# Saved entries
****************

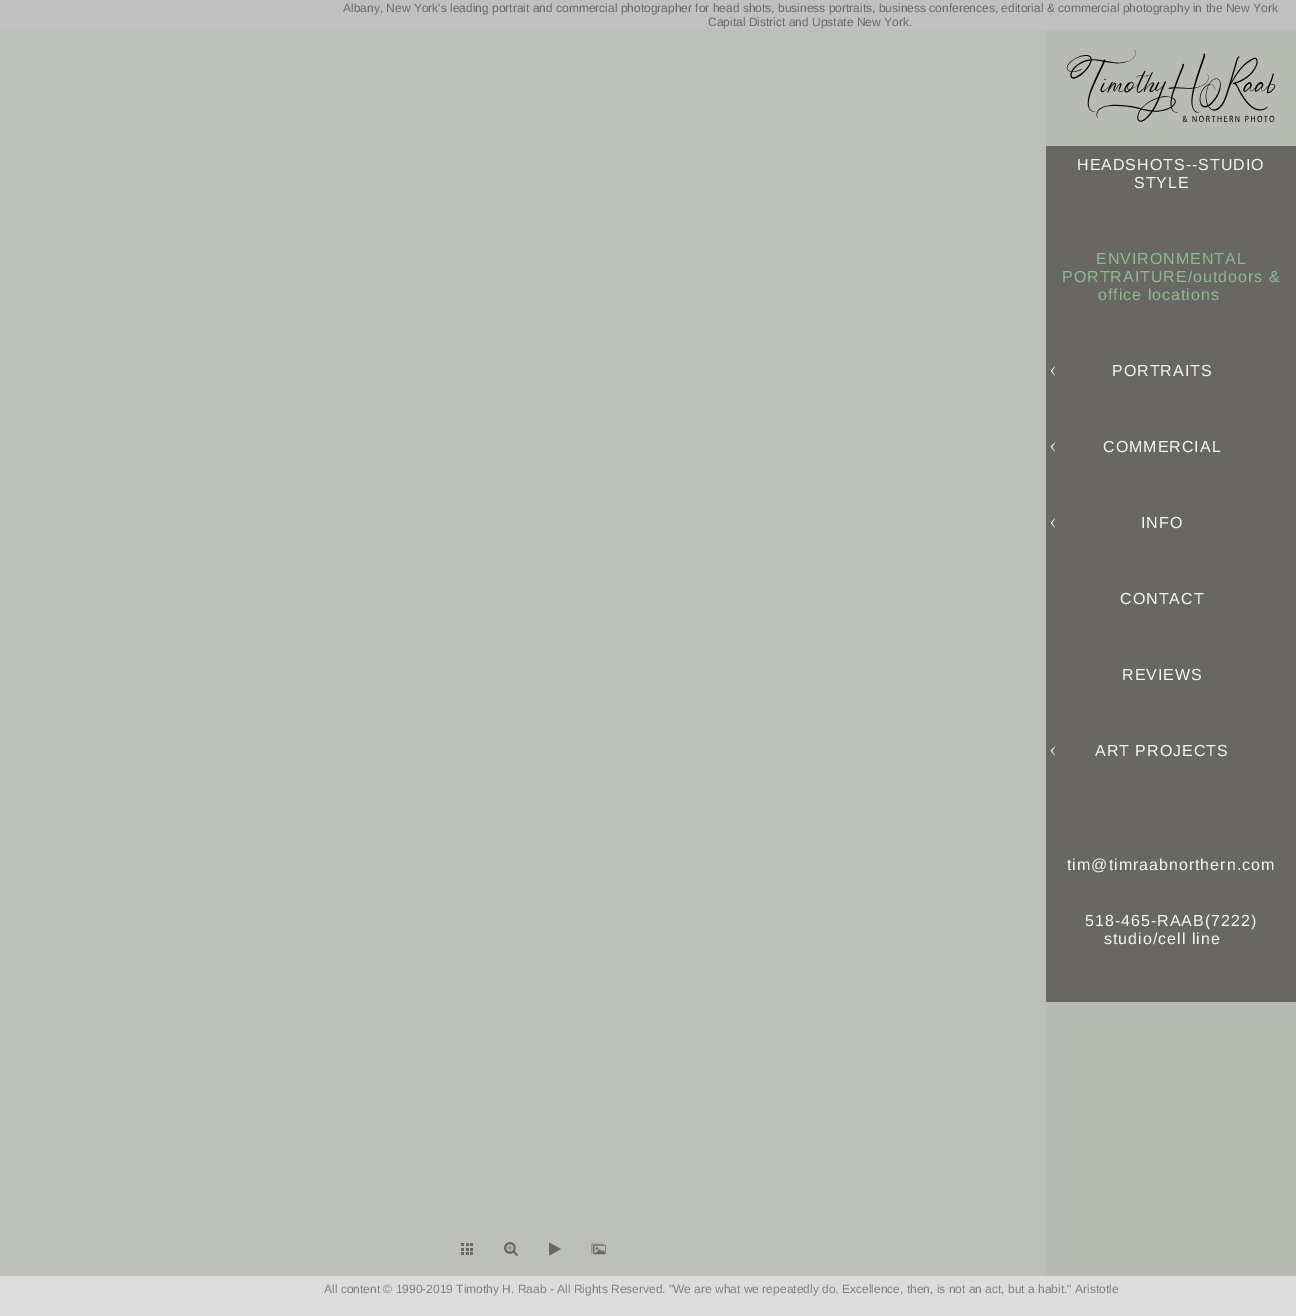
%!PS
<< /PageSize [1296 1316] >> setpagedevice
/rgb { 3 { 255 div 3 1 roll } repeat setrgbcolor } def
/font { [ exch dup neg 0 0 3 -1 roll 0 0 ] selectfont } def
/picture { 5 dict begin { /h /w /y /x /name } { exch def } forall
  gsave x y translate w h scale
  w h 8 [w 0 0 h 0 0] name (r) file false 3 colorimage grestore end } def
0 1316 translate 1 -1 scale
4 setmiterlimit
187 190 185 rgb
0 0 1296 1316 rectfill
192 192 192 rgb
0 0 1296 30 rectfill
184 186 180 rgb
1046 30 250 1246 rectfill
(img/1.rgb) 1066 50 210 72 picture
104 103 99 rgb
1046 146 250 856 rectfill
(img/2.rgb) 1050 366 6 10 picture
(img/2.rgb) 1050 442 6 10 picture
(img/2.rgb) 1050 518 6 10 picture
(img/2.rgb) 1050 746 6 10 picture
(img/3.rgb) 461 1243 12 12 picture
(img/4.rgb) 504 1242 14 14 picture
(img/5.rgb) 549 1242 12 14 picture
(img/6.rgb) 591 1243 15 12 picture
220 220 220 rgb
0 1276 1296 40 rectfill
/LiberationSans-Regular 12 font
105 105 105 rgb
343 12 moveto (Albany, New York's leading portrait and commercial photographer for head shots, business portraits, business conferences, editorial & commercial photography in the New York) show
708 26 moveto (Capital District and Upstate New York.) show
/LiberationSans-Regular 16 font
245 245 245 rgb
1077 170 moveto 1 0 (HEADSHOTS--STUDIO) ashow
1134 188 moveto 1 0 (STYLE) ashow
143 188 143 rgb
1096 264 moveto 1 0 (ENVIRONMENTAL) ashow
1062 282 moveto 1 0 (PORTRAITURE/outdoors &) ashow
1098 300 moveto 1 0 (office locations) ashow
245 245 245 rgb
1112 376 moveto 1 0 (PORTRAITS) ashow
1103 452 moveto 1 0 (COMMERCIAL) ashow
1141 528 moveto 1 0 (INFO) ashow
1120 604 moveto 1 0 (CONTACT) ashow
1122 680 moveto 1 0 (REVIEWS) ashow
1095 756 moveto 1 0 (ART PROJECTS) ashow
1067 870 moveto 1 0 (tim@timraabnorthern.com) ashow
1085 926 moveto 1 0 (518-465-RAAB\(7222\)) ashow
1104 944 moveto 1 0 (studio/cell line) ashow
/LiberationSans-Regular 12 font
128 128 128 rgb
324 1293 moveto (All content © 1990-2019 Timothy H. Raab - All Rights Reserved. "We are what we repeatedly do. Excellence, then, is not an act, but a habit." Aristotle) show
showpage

****************

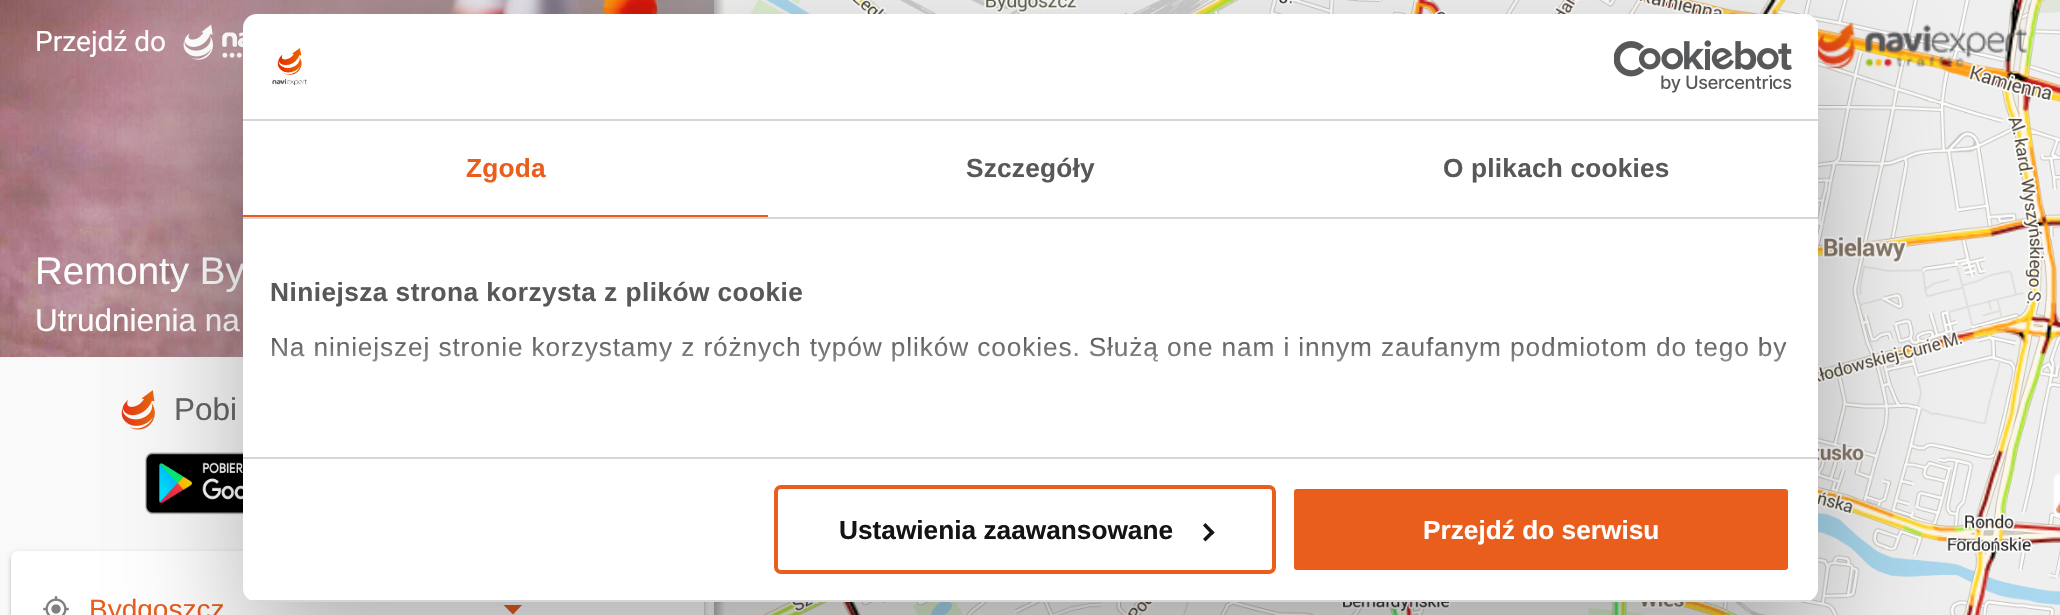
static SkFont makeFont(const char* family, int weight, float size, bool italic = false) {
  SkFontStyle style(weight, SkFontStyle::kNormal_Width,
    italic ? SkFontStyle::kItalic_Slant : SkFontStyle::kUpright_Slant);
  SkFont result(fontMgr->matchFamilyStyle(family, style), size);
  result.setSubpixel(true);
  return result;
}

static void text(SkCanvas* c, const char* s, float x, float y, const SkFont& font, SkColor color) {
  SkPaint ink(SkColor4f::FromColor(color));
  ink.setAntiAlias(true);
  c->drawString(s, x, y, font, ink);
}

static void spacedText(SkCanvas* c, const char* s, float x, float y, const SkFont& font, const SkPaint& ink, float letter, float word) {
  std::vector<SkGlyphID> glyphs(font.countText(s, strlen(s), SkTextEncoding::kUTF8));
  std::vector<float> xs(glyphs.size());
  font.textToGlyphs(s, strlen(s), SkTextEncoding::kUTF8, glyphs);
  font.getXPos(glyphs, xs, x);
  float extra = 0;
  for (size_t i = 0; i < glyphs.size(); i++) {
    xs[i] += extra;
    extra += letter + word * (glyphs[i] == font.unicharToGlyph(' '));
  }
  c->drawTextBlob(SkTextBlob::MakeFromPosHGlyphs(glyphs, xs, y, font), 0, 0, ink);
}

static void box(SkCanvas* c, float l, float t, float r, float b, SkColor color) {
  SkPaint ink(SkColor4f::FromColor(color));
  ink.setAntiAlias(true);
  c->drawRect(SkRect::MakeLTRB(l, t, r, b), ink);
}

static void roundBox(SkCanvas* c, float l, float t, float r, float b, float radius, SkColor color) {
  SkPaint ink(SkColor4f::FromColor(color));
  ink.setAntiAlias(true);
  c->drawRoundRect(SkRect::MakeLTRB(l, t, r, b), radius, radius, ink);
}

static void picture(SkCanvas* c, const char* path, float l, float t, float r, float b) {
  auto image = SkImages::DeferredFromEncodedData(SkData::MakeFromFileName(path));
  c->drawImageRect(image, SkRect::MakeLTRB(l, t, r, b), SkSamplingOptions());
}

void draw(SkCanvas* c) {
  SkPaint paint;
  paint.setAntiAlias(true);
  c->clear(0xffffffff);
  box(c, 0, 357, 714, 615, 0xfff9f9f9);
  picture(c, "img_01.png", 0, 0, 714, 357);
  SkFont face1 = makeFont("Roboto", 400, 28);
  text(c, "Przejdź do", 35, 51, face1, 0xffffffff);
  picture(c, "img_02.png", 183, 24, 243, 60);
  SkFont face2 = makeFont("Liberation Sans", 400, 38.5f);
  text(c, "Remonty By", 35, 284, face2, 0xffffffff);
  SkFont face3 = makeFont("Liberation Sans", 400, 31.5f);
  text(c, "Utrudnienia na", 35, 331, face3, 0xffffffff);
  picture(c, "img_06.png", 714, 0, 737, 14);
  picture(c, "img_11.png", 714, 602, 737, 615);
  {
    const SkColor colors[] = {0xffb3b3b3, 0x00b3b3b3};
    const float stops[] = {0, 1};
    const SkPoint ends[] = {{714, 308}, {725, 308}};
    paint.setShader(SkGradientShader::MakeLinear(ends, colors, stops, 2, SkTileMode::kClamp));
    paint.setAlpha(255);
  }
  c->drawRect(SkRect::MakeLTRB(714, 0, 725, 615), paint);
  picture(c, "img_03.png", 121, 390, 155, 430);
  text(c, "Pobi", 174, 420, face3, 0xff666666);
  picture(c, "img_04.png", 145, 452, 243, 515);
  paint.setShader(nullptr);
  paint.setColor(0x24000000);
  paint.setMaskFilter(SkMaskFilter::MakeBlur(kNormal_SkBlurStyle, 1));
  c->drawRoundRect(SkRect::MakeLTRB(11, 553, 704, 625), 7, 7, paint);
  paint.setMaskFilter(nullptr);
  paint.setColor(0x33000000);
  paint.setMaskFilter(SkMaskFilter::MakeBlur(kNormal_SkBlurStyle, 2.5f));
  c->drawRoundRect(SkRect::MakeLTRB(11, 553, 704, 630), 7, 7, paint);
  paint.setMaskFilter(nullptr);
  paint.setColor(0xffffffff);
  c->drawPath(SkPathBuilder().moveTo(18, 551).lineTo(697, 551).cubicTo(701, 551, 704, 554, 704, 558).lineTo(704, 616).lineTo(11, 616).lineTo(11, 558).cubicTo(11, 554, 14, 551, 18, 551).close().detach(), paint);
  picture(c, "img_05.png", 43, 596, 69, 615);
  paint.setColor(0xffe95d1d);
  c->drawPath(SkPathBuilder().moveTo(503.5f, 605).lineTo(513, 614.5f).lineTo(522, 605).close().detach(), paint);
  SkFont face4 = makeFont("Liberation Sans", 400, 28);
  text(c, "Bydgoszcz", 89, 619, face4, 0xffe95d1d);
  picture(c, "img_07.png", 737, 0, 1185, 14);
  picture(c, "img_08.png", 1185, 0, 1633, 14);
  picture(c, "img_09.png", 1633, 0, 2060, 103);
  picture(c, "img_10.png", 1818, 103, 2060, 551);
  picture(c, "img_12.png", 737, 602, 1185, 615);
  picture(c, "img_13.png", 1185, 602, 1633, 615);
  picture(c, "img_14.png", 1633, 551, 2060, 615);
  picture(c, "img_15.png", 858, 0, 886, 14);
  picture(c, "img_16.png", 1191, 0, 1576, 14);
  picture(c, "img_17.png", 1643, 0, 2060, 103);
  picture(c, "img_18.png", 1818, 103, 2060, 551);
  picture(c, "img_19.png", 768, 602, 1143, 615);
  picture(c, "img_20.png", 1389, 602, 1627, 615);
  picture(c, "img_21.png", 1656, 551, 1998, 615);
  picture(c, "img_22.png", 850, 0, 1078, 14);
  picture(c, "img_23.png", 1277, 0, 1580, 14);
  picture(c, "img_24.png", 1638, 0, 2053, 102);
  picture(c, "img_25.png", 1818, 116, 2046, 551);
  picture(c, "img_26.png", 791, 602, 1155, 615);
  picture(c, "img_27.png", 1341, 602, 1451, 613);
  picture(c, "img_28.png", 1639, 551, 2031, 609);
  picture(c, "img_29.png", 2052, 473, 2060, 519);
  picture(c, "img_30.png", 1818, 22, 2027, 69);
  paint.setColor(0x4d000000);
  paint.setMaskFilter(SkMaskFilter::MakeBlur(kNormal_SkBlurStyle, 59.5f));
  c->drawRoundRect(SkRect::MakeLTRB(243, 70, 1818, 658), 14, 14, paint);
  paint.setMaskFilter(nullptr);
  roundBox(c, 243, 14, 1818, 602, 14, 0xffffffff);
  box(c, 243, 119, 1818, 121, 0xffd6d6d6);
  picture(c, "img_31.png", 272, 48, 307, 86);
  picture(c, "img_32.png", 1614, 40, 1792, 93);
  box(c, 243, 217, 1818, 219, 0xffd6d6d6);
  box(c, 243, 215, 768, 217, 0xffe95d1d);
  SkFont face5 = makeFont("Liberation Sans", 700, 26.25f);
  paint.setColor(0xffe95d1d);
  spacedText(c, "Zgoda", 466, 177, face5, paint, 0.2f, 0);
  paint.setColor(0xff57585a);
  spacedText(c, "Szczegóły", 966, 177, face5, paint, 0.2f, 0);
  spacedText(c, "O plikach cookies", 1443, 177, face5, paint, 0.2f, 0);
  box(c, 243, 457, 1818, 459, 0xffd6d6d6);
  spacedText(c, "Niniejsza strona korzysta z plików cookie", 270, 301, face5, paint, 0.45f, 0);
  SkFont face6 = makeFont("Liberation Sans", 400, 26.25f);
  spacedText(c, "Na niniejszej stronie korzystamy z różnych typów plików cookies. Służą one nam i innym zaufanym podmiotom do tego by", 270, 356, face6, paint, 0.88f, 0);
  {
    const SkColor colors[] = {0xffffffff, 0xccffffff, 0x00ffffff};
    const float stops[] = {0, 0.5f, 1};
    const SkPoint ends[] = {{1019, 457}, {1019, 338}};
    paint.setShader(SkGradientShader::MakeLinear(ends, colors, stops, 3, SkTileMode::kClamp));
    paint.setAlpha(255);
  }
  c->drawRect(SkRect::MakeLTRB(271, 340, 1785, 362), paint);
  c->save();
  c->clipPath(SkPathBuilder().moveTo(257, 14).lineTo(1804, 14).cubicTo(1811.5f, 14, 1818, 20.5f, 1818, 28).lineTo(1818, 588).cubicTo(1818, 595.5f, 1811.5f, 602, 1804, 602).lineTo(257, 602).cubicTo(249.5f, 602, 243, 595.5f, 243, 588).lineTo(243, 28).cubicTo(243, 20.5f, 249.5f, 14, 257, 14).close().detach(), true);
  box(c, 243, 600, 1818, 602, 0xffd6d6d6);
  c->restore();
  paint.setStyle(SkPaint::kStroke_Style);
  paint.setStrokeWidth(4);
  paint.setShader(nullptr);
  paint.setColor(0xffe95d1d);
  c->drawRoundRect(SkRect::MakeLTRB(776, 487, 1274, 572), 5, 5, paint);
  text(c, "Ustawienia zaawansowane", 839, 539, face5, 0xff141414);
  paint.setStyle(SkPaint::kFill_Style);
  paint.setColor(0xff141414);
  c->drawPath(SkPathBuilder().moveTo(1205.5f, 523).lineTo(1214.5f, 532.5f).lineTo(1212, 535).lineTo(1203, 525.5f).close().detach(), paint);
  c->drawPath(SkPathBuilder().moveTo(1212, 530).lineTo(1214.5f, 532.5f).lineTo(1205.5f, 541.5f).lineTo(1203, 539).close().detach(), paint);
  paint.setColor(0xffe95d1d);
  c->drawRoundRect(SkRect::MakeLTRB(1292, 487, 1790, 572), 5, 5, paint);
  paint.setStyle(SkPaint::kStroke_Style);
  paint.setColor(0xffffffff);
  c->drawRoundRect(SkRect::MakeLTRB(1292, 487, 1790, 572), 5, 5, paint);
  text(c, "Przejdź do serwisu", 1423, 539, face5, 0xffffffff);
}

****************

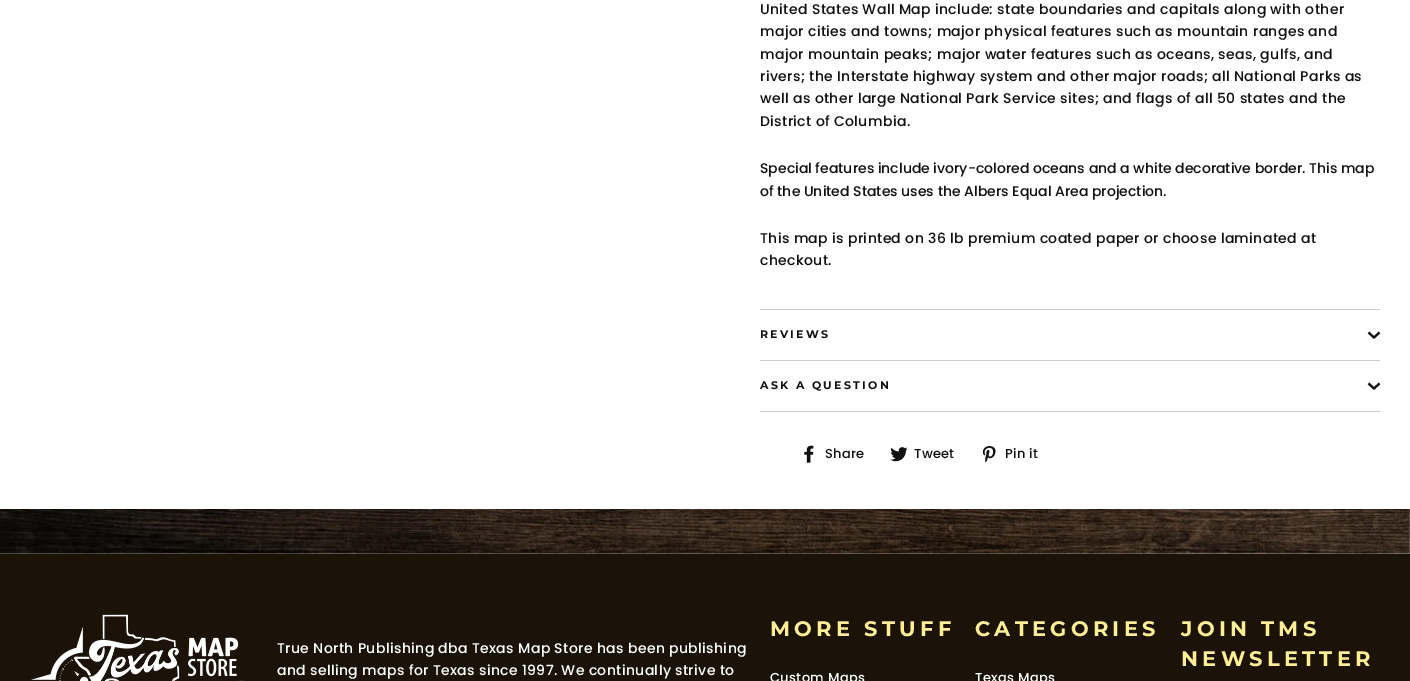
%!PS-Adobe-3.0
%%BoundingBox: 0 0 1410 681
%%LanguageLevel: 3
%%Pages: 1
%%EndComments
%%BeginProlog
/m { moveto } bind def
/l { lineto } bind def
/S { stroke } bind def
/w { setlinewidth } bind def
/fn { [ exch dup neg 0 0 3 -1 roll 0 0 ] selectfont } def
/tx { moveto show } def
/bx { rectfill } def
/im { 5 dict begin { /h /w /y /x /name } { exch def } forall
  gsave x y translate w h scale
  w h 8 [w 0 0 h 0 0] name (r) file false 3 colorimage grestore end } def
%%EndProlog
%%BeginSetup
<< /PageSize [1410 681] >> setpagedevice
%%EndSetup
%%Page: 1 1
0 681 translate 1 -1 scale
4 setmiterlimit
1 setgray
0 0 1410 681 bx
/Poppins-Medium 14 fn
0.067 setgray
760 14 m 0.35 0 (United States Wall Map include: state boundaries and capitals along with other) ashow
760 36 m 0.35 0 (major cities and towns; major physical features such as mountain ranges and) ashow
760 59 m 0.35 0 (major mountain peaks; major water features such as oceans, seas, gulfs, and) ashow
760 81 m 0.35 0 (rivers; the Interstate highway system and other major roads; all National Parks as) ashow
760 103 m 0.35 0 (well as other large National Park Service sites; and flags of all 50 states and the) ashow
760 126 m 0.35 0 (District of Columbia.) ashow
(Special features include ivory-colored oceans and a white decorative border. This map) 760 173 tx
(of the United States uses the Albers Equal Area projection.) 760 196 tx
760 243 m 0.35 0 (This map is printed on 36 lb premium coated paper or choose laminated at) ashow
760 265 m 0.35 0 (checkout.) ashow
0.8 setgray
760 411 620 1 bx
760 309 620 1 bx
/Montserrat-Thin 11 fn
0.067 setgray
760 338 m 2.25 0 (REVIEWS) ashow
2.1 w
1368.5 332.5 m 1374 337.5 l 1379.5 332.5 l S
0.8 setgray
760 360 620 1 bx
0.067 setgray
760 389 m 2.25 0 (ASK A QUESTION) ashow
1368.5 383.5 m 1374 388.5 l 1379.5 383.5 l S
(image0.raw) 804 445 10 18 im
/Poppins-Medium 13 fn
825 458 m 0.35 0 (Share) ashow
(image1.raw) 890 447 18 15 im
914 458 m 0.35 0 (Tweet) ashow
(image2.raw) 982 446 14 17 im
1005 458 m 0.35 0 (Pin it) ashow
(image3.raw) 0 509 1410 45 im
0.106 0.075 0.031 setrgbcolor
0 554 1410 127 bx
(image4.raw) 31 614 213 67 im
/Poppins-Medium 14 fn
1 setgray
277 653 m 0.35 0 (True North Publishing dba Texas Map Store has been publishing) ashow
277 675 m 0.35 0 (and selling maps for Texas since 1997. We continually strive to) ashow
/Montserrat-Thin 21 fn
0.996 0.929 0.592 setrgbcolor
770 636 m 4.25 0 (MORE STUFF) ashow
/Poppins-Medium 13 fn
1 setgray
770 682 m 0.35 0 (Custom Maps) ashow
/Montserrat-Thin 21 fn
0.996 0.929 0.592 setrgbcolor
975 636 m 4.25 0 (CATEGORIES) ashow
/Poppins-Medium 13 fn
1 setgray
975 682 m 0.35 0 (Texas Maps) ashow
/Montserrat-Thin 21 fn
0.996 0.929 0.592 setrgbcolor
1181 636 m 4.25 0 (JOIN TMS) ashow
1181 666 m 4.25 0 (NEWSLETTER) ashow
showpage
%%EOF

****************

Copy, exactly and only, the lines above that begin with the one containing "static SkFont makeFont(const" and finish with the one containing "static void spacedText(SkCanvas*".

static SkFont makeFont(const char* family, int weight, float size, bool italic = false) {
  SkFontStyle style(weight, SkFontStyle::kNormal_Width,
    italic ? SkFontStyle::kItalic_Slant : SkFontStyle::kUpright_Slant);
  SkFont result(fontMgr->matchFamilyStyle(family, style), size);
  result.setSubpixel(true);
  return result;
}

static void text(SkCanvas* c, const char* s, float x, float y, const SkFont& font, SkColor color) {
  SkPaint ink(SkColor4f::FromColor(color));
  ink.setAntiAlias(true);
  c->drawString(s, x, y, font, ink);
}

static void spacedText(SkCanvas* c, const char* s, float x, float y, const SkFont& font, const SkPaint& ink, float letter, float word) {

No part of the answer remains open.